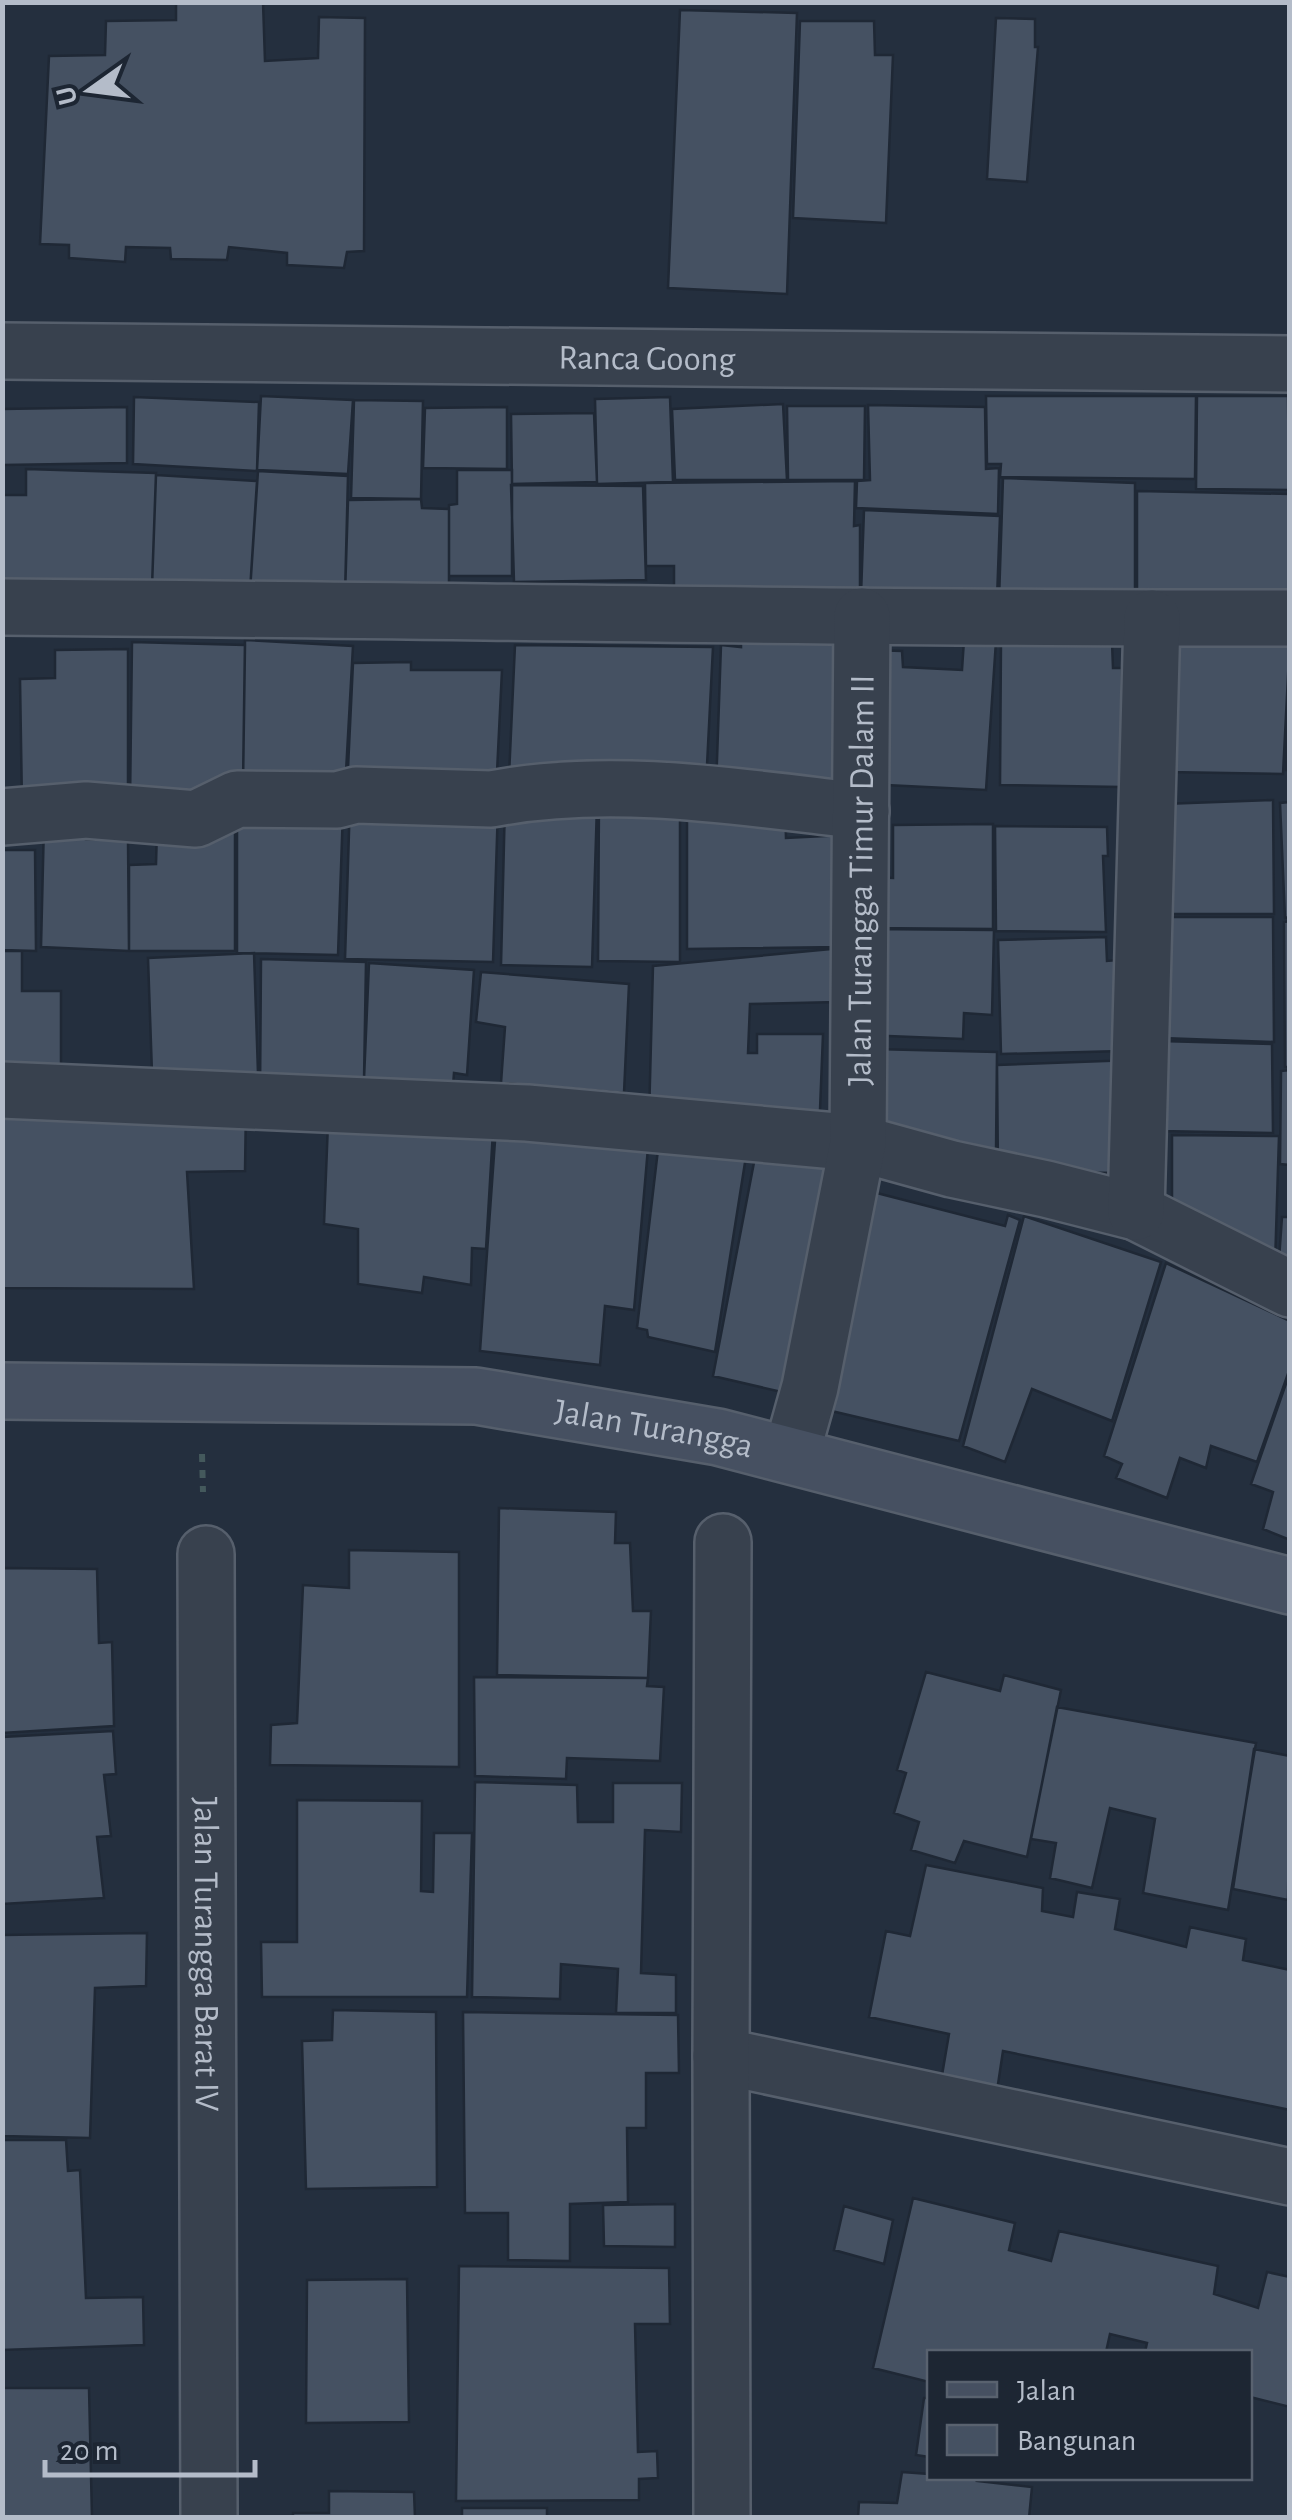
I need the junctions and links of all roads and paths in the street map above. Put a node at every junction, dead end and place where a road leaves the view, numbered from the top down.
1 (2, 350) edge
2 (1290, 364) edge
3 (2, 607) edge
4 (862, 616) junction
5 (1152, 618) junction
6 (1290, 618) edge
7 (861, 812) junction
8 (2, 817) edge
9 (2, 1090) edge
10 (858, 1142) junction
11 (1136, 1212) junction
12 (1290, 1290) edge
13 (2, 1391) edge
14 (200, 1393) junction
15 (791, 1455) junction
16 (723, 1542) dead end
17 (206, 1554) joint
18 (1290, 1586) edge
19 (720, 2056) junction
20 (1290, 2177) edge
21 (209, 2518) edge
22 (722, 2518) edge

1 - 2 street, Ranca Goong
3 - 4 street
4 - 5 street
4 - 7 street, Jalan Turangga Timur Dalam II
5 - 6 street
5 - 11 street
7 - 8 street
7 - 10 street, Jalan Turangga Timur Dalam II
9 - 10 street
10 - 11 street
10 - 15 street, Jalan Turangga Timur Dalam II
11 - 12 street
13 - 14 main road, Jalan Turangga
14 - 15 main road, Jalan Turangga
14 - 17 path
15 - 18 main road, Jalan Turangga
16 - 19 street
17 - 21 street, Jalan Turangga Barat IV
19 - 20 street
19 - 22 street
○ ○ ○ ○ ○ ○ ○
## Exercise aim:
All of the entries above should be duplicated exactly, except for the pictures.

## Response:
I need the junctions and links of all roads and paths in the street map above. Put a node at every junction, dead end and place where a road leaves the view, numbered from the top down.
1 (2, 350) edge
2 (1290, 364) edge
3 (2, 607) edge
4 (862, 616) junction
5 (1152, 618) junction
6 (1290, 618) edge
7 (861, 812) junction
8 (2, 817) edge
9 (2, 1090) edge
10 (858, 1142) junction
11 (1136, 1212) junction
12 (1290, 1290) edge
13 (2, 1391) edge
14 (200, 1393) junction
15 (791, 1455) junction
16 (723, 1542) dead end
17 (206, 1554) joint
18 (1290, 1586) edge
19 (720, 2056) junction
20 (1290, 2177) edge
21 (209, 2518) edge
22 (722, 2518) edge

1 - 2 street, Ranca Goong
3 - 4 street
4 - 5 street
4 - 7 street, Jalan Turangga Timur Dalam II
5 - 6 street
5 - 11 street
7 - 8 street
7 - 10 street, Jalan Turangga Timur Dalam II
9 - 10 street
10 - 11 street
10 - 15 street, Jalan Turangga Timur Dalam II
11 - 12 street
13 - 14 main road, Jalan Turangga
14 - 15 main road, Jalan Turangga
14 - 17 path
15 - 18 main road, Jalan Turangga
16 - 19 street
17 - 21 street, Jalan Turangga Barat IV
19 - 20 street
19 - 22 street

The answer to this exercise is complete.